Saw some pushback around DCA during a potential extended bear phase:
"If the bear lasts another 6–8 months, why deploy capital now?”
One thing that stands out is how short-term rallies still occur even in weaker market conditions.
Over the past couple of months, there have been notable moves across different assets at different times:
- Bittensor (TAO) saw a ~2x move
- Qubic (QUBIC) also had a strong expansion phase
- Algorand (ALGO) moved ~80%
- Ethereum (ETH) rebounded from around $2K
- NEAR Protocol (NEAR) recovered above $1
These didn’t happen simultaneously, but many occurred near similar broader market support zones.
Looking at the bigger picture:
- Altcoin market cap is around ~$729B
- There were at least two instances recently where total market cap expanded by ~$50B within a short period (March and April bounces)
- Both reactions came from similar support levels (~$695B zone)
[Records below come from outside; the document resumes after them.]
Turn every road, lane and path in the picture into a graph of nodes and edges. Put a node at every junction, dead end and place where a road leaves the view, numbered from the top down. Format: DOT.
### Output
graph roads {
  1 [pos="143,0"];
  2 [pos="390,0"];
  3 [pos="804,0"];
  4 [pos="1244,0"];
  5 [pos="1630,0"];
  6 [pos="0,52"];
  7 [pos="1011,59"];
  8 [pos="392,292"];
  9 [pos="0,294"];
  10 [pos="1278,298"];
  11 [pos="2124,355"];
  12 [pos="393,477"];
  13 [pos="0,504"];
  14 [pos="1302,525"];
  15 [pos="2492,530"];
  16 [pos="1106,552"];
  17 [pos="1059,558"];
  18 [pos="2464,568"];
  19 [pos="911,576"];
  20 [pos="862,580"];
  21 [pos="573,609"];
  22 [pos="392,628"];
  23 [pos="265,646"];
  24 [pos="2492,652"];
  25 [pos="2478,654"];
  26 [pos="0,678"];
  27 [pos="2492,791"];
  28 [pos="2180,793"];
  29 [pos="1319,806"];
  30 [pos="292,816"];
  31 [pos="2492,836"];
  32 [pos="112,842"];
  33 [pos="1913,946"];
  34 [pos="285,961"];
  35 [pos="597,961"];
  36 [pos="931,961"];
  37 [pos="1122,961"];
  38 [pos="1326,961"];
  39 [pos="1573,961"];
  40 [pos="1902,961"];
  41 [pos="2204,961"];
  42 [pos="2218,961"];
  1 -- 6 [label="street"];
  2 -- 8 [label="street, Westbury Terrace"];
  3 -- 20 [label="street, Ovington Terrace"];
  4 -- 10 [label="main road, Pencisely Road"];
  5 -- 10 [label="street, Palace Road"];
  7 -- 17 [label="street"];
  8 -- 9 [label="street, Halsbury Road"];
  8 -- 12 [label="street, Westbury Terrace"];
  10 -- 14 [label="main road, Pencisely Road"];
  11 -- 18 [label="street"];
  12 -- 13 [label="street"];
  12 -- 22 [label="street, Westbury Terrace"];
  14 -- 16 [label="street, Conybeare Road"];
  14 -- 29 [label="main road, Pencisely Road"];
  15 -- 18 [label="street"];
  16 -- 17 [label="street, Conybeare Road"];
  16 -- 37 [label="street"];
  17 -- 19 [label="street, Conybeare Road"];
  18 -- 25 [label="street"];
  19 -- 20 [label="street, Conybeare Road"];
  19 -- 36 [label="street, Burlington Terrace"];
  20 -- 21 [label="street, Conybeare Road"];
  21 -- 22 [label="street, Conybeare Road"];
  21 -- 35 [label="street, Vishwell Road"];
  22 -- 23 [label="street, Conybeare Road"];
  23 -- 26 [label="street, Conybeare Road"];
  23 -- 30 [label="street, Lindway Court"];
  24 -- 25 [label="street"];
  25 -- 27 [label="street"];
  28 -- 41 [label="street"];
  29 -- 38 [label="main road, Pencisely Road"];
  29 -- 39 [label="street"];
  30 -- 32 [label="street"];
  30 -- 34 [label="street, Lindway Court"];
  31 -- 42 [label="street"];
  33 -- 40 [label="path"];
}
This highlights how volatility and sharp upside moves can still appear intermittently, even without a confirmed broader uptrend.
From a framework perspective, DCA is often discussed not as a way to time bottoms, but as a way to gradually gain exposure across uncertain conditions.
Wanted to know how others here approach this:
Do you prefer waiting for clearer trend confirmation, or scaling in during periods of repeated support tests?